March 8, 2011
Quick Tips for Successful Career Networking
Written by Rachel Eddins
Networking is about making connections with people.
Networking is a helpful strategy for career research, your job search and building business relationships with others. It’s about connecting with like-minded people to establish relationships.
This article looks at the benefits of networking, and gives you key actions to network more effectively.
Networking can bring up fearful feelings for many job seekers.
Essentially, networking is simply communicating with others and focusing on how you can help them.
Keeping this mindset can help you shift from feeling anxious about asking for help to confident about building relationships with others.
How Networking Can Help Your Career & Job Search
Career networking involves staying in touch with your contacts whether through online methods such as LinkedIn, social methods such as professional organization meetings or conferences, or personal methods such as lunch or informal meetings.
There are a variety of job search strategies; however, networking results in an average of 60% to 80% of all job offers. In the job search, the majority of people find jobs through their network. But, not the people they know directly – the 2nd or 3rd level of their network.
This means that it’s not who you know, but who they know, that can help you find your next opportunity.
However, this doesn’t mean that other people “found” jobs for them. You still have to take an active role in your job search.
Networking opens up opportunities for you that you may not have known about otherwise. Networking also leads to a “warm lead”. Employers may be more likely to hire someone referred to them directly.
Networking is About Being Helpful
Ask others what is going on with them and offer what is going on for you.
Ask or offer how you can help others first before you ask anything in return.
Be an asset to others and you will be remembered. The key is to communicate and focus on the relationship.
A career counselor can help you clarify your goals and practice effective communication strategies and techniques so you can feel confident and at ease.
Career & Business Networking
Done effectively, networking can help you to identify new career and business directions that suit you, and to research and reality-test your ideas. It can also help you to get hired for a position you’d love.

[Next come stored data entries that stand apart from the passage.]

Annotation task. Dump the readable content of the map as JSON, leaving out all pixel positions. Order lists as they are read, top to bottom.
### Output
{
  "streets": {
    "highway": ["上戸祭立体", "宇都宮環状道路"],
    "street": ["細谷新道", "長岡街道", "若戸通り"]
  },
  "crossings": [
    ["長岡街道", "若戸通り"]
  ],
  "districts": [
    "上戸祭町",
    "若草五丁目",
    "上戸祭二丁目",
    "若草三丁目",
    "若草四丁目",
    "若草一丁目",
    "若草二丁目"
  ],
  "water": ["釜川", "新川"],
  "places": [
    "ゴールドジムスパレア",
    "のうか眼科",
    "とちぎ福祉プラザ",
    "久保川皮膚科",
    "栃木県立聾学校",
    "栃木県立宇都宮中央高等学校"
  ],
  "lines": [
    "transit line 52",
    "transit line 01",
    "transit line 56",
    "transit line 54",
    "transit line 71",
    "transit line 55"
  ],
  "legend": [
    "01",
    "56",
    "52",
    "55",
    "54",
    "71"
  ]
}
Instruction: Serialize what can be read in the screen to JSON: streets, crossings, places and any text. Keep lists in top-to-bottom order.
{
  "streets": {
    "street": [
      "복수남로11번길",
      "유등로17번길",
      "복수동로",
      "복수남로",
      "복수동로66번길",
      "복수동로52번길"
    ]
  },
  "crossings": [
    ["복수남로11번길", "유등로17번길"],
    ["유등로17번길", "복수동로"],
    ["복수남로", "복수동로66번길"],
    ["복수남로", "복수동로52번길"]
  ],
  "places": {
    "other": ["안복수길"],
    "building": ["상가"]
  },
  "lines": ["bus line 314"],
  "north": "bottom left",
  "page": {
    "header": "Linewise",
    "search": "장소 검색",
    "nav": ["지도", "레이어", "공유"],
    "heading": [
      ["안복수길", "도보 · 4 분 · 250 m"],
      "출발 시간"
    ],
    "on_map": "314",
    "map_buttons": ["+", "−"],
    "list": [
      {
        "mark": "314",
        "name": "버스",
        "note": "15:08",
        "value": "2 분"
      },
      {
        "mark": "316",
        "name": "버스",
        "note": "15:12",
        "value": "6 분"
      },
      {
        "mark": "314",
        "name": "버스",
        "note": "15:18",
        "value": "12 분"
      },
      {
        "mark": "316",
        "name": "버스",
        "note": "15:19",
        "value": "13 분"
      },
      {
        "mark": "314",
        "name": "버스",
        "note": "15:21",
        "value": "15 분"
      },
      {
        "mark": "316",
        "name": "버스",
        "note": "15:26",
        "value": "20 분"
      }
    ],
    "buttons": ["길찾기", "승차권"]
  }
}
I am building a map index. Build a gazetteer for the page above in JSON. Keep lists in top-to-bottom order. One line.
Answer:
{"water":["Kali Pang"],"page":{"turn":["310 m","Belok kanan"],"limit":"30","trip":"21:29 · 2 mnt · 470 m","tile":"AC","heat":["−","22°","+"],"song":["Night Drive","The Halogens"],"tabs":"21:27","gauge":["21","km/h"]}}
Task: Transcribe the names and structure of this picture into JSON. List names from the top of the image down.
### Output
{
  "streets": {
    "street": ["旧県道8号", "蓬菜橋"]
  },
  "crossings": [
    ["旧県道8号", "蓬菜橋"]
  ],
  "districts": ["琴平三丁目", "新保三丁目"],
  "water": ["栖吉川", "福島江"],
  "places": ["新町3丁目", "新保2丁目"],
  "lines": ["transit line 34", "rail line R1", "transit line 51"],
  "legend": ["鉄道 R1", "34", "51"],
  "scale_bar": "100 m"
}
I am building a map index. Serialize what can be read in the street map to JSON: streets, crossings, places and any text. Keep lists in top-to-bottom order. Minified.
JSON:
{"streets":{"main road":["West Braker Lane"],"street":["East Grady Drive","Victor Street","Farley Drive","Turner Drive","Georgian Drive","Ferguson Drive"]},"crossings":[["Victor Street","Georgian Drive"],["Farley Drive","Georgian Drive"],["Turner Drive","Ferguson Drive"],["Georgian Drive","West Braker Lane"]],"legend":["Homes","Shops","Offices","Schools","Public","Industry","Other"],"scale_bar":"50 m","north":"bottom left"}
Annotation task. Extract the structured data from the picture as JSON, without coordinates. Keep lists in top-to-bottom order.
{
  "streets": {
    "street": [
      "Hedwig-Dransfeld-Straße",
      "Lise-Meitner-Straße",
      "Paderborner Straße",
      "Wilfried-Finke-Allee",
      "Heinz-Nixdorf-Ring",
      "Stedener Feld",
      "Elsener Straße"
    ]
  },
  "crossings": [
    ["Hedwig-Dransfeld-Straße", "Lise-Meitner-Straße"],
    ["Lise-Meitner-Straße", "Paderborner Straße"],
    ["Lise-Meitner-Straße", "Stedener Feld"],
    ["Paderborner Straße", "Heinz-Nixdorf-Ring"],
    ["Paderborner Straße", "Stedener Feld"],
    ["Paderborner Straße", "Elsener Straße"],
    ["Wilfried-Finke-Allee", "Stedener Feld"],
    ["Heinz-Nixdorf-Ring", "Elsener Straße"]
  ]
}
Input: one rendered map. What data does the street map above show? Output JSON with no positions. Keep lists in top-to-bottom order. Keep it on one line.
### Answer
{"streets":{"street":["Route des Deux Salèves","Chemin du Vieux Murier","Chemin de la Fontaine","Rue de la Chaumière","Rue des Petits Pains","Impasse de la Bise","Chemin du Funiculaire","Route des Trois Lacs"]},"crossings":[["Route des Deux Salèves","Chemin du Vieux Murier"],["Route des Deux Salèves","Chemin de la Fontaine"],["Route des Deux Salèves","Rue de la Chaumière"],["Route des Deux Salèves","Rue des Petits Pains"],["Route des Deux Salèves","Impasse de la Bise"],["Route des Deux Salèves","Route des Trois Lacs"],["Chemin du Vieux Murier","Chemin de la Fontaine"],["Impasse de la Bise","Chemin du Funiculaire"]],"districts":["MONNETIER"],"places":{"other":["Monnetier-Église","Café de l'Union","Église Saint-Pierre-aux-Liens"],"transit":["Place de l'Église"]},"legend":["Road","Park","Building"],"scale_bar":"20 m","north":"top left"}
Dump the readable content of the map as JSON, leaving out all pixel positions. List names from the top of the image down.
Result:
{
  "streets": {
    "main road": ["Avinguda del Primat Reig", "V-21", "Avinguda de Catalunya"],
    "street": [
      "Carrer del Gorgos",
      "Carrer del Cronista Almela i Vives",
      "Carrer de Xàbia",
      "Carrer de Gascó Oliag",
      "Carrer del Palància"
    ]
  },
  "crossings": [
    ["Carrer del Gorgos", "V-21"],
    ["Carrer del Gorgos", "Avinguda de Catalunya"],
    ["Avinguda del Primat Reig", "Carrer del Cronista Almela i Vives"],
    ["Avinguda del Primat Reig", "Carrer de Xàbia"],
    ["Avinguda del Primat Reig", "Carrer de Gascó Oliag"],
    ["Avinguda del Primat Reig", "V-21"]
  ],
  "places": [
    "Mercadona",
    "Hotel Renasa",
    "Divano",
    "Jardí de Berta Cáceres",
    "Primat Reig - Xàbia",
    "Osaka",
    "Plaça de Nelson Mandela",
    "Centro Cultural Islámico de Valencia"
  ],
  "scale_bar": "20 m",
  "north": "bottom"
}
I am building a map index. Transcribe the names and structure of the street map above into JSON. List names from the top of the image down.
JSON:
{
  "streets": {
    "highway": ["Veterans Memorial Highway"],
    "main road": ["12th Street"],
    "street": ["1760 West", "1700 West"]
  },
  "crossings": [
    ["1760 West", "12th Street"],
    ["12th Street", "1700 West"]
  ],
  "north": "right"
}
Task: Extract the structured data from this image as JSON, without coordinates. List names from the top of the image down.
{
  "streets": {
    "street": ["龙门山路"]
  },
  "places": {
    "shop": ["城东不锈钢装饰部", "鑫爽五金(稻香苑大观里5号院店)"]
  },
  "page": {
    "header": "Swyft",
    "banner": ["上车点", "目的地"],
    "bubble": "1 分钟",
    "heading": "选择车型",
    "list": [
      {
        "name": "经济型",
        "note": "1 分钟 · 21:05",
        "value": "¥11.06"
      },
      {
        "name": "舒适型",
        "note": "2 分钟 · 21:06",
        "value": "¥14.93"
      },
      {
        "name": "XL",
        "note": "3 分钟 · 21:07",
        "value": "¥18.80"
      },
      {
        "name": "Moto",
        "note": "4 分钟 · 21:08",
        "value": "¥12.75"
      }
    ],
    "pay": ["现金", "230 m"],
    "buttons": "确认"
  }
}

Research indicates that as few as 20% of job openings are advertised. Networking (via an executive search firm, word of mouth referral, or someone’s neighbor’s sister) accounts for the remaining 80% of applications. The job is often filled by someone known by someone else.
Done properly, networking can even help you to have a job created for you where one never existed.
If you have a business or are in the process of establishing one, networking is a powerful tool to attract clients and customers. Networking accounts for approximately 87% of business in the marketplace today, according to networking specialist Robyn Henderson.
It can generate more business and career opportunities than any advertising campaign could ever hope to achieve. The old adage – it’s not what you know, but who you know – or more to the point, who knows you – still holds true.
Particularly if you are providing a professional or personal service, networking gives people the chance to discover that they like you, and everyone likes to do business with someone they like.
Networking can help you to build your visibility, create alliances and generate referrals. Once people know what you do, see you have a worthwhile product or service, and trust you, they feel happy recommending others to you.
Many people feel uncertain about networking, but networking is a life skill you can develop.
Here are 5 actions taken by successful networkers:
- Participate – Network in fertile ground, places where you can connect with potential clients, customers, employers and referral sources. Conferences, associations and networking events are ideal, especially if you arrive early and leave late to maximize time to connect with others. Don’t overlook the people in your existing networks, such as family, friends, past colleagues or service providers. They may not be potential business contacts but they may know others who are.
- Communicate – Networking is the epitome of ‘word-of-mouth’ marketing, because it’s based on talking with people about what you do, and finding out how you can serve them. Basically, you are building trust through communication. If you don’t talk to people, you can’t build trust and rapport with them. Learn how to explain what you do in 60 seconds (this is a real art!). Be succinct, relevant and interesting. A big part of effective networking is learning about what other people do and finding out how you can serve them. So ask questions and listen attentively. Have heart-to-heart conversations with people.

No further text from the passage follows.